§ WHAT THE TASK REQUIRES:
Transcribe the entries that follow, word for word.

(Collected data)
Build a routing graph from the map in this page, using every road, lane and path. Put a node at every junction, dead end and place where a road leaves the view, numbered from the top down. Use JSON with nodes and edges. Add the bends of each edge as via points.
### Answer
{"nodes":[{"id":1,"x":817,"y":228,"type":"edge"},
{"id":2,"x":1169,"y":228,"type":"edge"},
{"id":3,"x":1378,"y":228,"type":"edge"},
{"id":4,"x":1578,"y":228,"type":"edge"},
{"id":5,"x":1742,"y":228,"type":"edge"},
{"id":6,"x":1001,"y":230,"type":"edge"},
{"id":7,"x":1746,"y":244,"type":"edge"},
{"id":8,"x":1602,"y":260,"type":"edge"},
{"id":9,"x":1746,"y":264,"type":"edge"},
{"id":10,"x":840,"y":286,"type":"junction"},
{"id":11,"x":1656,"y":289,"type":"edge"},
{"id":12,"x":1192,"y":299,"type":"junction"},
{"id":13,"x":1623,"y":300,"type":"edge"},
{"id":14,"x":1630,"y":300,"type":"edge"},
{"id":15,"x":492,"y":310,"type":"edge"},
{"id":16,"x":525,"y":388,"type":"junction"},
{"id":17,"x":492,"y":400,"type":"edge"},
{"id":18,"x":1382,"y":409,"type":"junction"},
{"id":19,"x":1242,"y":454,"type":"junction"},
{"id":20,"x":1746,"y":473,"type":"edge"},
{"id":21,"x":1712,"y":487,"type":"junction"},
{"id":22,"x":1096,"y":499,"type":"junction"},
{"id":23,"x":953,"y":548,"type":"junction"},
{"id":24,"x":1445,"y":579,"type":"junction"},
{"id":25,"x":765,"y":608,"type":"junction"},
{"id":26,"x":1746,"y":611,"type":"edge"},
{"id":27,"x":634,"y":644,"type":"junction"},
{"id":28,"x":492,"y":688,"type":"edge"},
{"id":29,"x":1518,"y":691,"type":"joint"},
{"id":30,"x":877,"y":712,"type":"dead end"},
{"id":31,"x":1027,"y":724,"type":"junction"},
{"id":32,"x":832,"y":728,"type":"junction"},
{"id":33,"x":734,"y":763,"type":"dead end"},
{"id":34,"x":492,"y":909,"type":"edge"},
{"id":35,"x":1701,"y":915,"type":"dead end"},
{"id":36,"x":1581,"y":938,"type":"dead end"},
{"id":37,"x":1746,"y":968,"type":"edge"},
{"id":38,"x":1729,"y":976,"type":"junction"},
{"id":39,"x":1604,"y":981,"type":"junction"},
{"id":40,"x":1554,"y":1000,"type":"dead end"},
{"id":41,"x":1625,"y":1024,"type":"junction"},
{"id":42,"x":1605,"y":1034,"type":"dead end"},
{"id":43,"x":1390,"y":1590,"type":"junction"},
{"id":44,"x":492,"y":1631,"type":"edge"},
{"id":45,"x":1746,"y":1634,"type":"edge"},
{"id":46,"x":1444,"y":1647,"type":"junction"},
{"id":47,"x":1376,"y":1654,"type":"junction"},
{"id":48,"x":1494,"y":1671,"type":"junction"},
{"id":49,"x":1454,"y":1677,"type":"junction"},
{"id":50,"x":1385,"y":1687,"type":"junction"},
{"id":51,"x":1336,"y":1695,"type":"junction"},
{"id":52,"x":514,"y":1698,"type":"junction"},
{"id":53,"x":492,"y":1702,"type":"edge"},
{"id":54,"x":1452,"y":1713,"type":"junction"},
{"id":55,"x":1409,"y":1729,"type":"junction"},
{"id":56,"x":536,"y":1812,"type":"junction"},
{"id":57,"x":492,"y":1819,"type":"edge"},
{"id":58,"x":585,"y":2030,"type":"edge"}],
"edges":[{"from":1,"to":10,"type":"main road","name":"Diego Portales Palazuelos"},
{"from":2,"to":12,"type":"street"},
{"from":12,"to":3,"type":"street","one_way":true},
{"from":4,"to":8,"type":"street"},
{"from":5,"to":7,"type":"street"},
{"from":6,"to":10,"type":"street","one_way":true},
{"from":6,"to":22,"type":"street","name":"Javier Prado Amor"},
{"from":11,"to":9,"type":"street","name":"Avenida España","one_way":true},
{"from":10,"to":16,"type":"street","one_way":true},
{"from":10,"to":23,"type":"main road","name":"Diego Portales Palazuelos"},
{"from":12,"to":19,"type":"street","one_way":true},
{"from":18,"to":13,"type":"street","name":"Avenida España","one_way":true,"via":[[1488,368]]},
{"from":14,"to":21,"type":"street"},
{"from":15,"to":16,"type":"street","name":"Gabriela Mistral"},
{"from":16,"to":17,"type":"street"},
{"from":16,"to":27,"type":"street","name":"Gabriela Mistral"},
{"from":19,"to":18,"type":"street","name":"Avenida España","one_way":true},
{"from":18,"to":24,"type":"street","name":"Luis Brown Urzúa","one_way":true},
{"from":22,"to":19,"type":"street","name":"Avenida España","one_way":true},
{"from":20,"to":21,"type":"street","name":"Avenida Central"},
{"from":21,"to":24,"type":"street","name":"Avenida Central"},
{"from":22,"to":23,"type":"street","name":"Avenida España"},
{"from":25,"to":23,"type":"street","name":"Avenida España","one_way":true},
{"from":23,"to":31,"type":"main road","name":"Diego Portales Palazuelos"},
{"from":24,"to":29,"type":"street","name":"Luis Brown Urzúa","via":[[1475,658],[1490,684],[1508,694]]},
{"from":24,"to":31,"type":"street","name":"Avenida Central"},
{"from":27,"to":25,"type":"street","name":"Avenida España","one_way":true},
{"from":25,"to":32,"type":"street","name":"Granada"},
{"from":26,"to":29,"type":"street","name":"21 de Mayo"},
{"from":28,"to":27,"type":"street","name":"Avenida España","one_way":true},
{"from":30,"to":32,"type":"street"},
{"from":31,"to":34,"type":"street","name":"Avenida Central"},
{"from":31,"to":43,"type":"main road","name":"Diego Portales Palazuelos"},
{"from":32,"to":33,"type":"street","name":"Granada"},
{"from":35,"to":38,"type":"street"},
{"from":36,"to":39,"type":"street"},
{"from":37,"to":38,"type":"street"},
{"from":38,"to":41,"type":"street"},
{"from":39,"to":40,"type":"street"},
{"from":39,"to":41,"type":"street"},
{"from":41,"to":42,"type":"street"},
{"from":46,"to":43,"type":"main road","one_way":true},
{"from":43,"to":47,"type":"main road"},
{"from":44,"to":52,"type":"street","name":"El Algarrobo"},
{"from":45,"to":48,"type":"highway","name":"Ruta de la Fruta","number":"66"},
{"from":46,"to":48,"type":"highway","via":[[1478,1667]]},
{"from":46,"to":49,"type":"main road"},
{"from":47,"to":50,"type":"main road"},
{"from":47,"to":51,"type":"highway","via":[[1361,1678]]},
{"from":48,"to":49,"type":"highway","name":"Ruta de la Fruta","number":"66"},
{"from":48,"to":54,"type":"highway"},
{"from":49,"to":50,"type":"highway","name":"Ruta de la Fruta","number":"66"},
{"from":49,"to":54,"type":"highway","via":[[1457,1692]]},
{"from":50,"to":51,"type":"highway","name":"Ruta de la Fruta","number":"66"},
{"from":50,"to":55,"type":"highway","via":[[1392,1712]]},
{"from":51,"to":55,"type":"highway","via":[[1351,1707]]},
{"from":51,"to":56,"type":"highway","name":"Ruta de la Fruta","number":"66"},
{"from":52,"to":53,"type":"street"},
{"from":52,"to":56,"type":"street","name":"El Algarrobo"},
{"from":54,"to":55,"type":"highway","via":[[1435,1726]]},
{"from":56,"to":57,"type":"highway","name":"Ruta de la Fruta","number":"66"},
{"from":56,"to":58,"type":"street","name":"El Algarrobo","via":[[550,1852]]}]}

§ ANSWER TO THE EXERCISE:
Build a routing graph from the map in this page, using every road, lane and path. Put a node at every junction, dead end and place where a road leaves the view, numbered from the top down. Use JSON with nodes and edges. Add the bends of each edge as via points.
### Answer
{"nodes":[{"id":1,"x":817,"y":228,"type":"edge"},
{"id":2,"x":1169,"y":228,"type":"edge"},
{"id":3,"x":1378,"y":228,"type":"edge"},
{"id":4,"x":1578,"y":228,"type":"edge"},
{"id":5,"x":1742,"y":228,"type":"edge"},
{"id":6,"x":1001,"y":230,"type":"edge"},
{"id":7,"x":1746,"y":244,"type":"edge"},
{"id":8,"x":1602,"y":260,"type":"edge"},
{"id":9,"x":1746,"y":264,"type":"edge"},
{"id":10,"x":840,"y":286,"type":"junction"},
{"id":11,"x":1656,"y":289,"type":"edge"},
{"id":12,"x":1192,"y":299,"type":"junction"},
{"id":13,"x":1623,"y":300,"type":"edge"},
{"id":14,"x":1630,"y":300,"type":"edge"},
{"id":15,"x":492,"y":310,"type":"edge"},
{"id":16,"x":525,"y":388,"type":"junction"},
{"id":17,"x":492,"y":400,"type":"edge"},
{"id":18,"x":1382,"y":409,"type":"junction"},
{"id":19,"x":1242,"y":454,"type":"junction"},
{"id":20,"x":1746,"y":473,"type":"edge"},
{"id":21,"x":1712,"y":487,"type":"junction"},
{"id":22,"x":1096,"y":499,"type":"junction"},
{"id":23,"x":953,"y":548,"type":"junction"},
{"id":24,"x":1445,"y":579,"type":"junction"},
{"id":25,"x":765,"y":608,"type":"junction"},
{"id":26,"x":1746,"y":611,"type":"edge"},
{"id":27,"x":634,"y":644,"type":"junction"},
{"id":28,"x":492,"y":688,"type":"edge"},
{"id":29,"x":1518,"y":691,"type":"joint"},
{"id":30,"x":877,"y":712,"type":"dead end"},
{"id":31,"x":1027,"y":724,"type":"junction"},
{"id":32,"x":832,"y":728,"type":"junction"},
{"id":33,"x":734,"y":763,"type":"dead end"},
{"id":34,"x":492,"y":909,"type":"edge"},
{"id":35,"x":1701,"y":915,"type":"dead end"},
{"id":36,"x":1581,"y":938,"type":"dead end"},
{"id":37,"x":1746,"y":968,"type":"edge"},
{"id":38,"x":1729,"y":976,"type":"junction"},
{"id":39,"x":1604,"y":981,"type":"junction"},
{"id":40,"x":1554,"y":1000,"type":"dead end"},
{"id":41,"x":1625,"y":1024,"type":"junction"},
{"id":42,"x":1605,"y":1034,"type":"dead end"},
{"id":43,"x":1390,"y":1590,"type":"junction"},
{"id":44,"x":492,"y":1631,"type":"edge"},
{"id":45,"x":1746,"y":1634,"type":"edge"},
{"id":46,"x":1444,"y":1647,"type":"junction"},
{"id":47,"x":1376,"y":1654,"type":"junction"},
{"id":48,"x":1494,"y":1671,"type":"junction"},
{"id":49,"x":1454,"y":1677,"type":"junction"},
{"id":50,"x":1385,"y":1687,"type":"junction"},
{"id":51,"x":1336,"y":1695,"type":"junction"},
{"id":52,"x":514,"y":1698,"type":"junction"},
{"id":53,"x":492,"y":1702,"type":"edge"},
{"id":54,"x":1452,"y":1713,"type":"junction"},
{"id":55,"x":1409,"y":1729,"type":"junction"},
{"id":56,"x":536,"y":1812,"type":"junction"},
{"id":57,"x":492,"y":1819,"type":"edge"},
{"id":58,"x":585,"y":2030,"type":"edge"}],
"edges":[{"from":1,"to":10,"type":"main road","name":"Diego Portales Palazuelos"},
{"from":2,"to":12,"type":"street"},
{"from":12,"to":3,"type":"street","one_way":true},
{"from":4,"to":8,"type":"street"},
{"from":5,"to":7,"type":"street"},
{"from":6,"to":10,"type":"street","one_way":true},
{"from":6,"to":22,"type":"street","name":"Javier Prado Amor"},
{"from":11,"to":9,"type":"street","name":"Avenida España","one_way":true},
{"from":10,"to":16,"type":"street","one_way":true},
{"from":10,"to":23,"type":"main road","name":"Diego Portales Palazuelos"},
{"from":12,"to":19,"type":"street","one_way":true},
{"from":18,"to":13,"type":"street","name":"Avenida España","one_way":true,"via":[[1488,368]]},
{"from":14,"to":21,"type":"street"},
{"from":15,"to":16,"type":"street","name":"Gabriela Mistral"},
{"from":16,"to":17,"type":"street"},
{"from":16,"to":27,"type":"street","name":"Gabriela Mistral"},
{"from":19,"to":18,"type":"street","name":"Avenida España","one_way":true},
{"from":18,"to":24,"type":"street","name":"Luis Brown Urzúa","one_way":true},
{"from":22,"to":19,"type":"street","name":"Avenida España","one_way":true},
{"from":20,"to":21,"type":"street","name":"Avenida Central"},
{"from":21,"to":24,"type":"street","name":"Avenida Central"},
{"from":22,"to":23,"type":"street","name":"Avenida España"},
{"from":25,"to":23,"type":"street","name":"Avenida España","one_way":true},
{"from":23,"to":31,"type":"main road","name":"Diego Portales Palazuelos"},
{"from":24,"to":29,"type":"street","name":"Luis Brown Urzúa","via":[[1475,658],[1490,684],[1508,694]]},
{"from":24,"to":31,"type":"street","name":"Avenida Central"},
{"from":27,"to":25,"type":"street","name":"Avenida España","one_way":true},
{"from":25,"to":32,"type":"street","name":"Granada"},
{"from":26,"to":29,"type":"street","name":"21 de Mayo"},
{"from":28,"to":27,"type":"street","name":"Avenida España","one_way":true},
{"from":30,"to":32,"type":"street"},
{"from":31,"to":34,"type":"street","name":"Avenida Central"},
{"from":31,"to":43,"type":"main road","name":"Diego Portales Palazuelos"},
{"from":32,"to":33,"type":"street","name":"Granada"},
{"from":35,"to":38,"type":"street"},
{"from":36,"to":39,"type":"street"},
{"from":37,"to":38,"type":"street"},
{"from":38,"to":41,"type":"street"},
{"from":39,"to":40,"type":"street"},
{"from":39,"to":41,"type":"street"},
{"from":41,"to":42,"type":"street"},
{"from":46,"to":43,"type":"main road","one_way":true},
{"from":43,"to":47,"type":"main road"},
{"from":44,"to":52,"type":"street","name":"El Algarrobo"},
{"from":45,"to":48,"type":"highway","name":"Ruta de la Fruta","number":"66"},
{"from":46,"to":48,"type":"highway","via":[[1478,1667]]},
{"from":46,"to":49,"type":"main road"},
{"from":47,"to":50,"type":"main road"},
{"from":47,"to":51,"type":"highway","via":[[1361,1678]]},
{"from":48,"to":49,"type":"highway","name":"Ruta de la Fruta","number":"66"},
{"from":48,"to":54,"type":"highway"},
{"from":49,"to":50,"type":"highway","name":"Ruta de la Fruta","number":"66"},
{"from":49,"to":54,"type":"highway","via":[[1457,1692]]},
{"from":50,"to":51,"type":"highway","name":"Ruta de la Fruta","number":"66"},
{"from":50,"to":55,"type":"highway","via":[[1392,1712]]},
{"from":51,"to":55,"type":"highway","via":[[1351,1707]]},
{"from":51,"to":56,"type":"highway","name":"Ruta de la Fruta","number":"66"},
{"from":52,"to":53,"type":"street"},
{"from":52,"to":56,"type":"street","name":"El Algarrobo"},
{"from":54,"to":55,"type":"highway","via":[[1435,1726]]},
{"from":56,"to":57,"type":"highway","name":"Ruta de la Fruta","number":"66"},
{"from":56,"to":58,"type":"street","name":"El Algarrobo","via":[[550,1852]]}]}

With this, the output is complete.